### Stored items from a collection
((

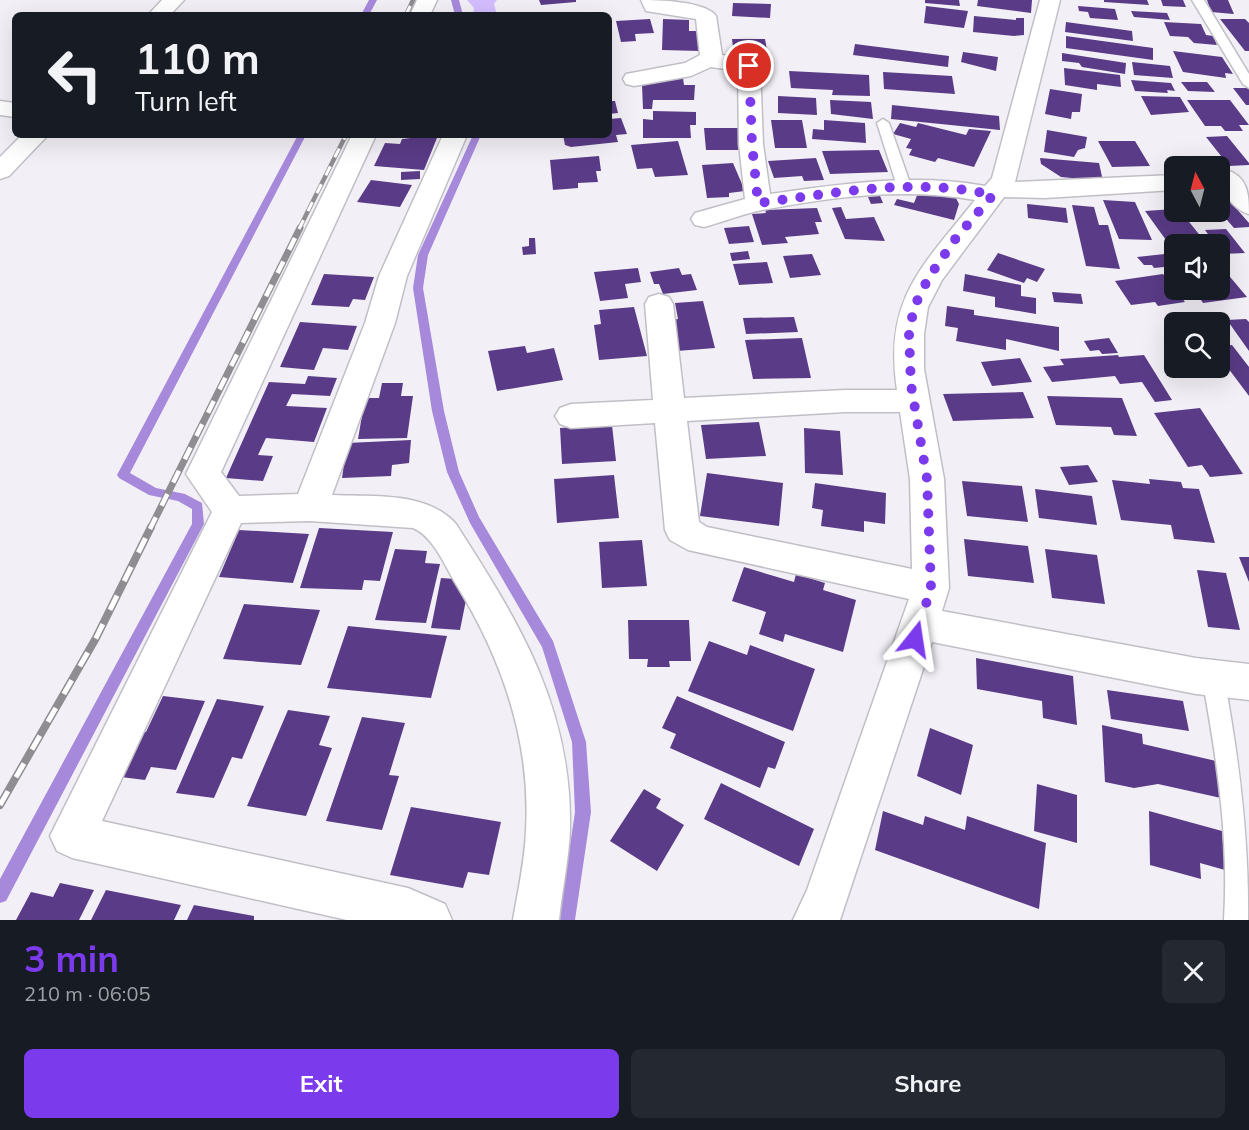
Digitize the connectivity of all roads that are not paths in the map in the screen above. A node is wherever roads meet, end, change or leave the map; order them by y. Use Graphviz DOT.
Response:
graph roads {
  1 [pos="174,0"];
  2 [pos="651,0"];
  3 [pos="1050,0"];
  4 [pos="1198,0"];
  5 [pos="161,12"];
  6 [pos="711,58"];
  7 [pos="634,80"];
  8 [pos="1249,84"];
  9 [pos="883,123"];
  10 [pos="33,138"];
  11 [pos="363,138"];
  12 [pos="454,138"];
  13 [pos="0,171"];
  14 [pos="1232,178"];
  15 [pos="1164,183"];
  16 [pos="904,186"];
  17 [pos="995,192"];
  18 [pos="758,203"];
  19 [pos="1249,206"];
  20 [pos="704,219"];
  21 [pos="659,304"];
  22 [pos="913,401"];
  23 [pos="670,410"];
  24 [pos="571,416"];
  25 [pos="310,507"];
  26 [pos="230,510"];
  27 [pos="931,588"];
  28 [pos="917,623"];
  29 [pos="1231,680"];
  30 [pos="429,920"];
  31 [pos="536,920"];
  32 [pos="816,920"];
  33 [pos="1236,920"];
  1 -- 5 [label="street"];
  2 -- 6 [label="street"];
  3 -- 17 [label="street"];
  4 -- 8 [label="lane"];
  6 -- 7 [label="street"];
  6 -- 18 [label="street"];
  9 -- 16 [label="lane"];
  10 -- 13 [label="street"];
  11 -- 26 [label="street"];
  12 -- 25 [label="street"];
  14 -- 19 [label="street"];
  15 -- 17 [label="street"];
  16 -- 17 [label="street"];
  16 -- 18 [label="street"];
  17 -- 22 [label="street"];
  18 -- 20 [label="street"];
  21 -- 23 [label="street"];
  22 -- 23 [label="street"];
  22 -- 27 [label="street"];
  23 -- 24 [label="street"];
  23 -- 27 [label="street"];
  25 -- 26 [label="street"];
  25 -- 31 [label="street"];
  26 -- 30 [label="street"];
  27 -- 28 [label="street"];
  28 -- 29 [label="street"];
  28 -- 32 [label="street"];
  29 -- 33 [label="lane"];
}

))

### ASSIGNMENT
Report how many lines of the data hold the string "lane"; give only the number.

### EXERCISE RESULT
3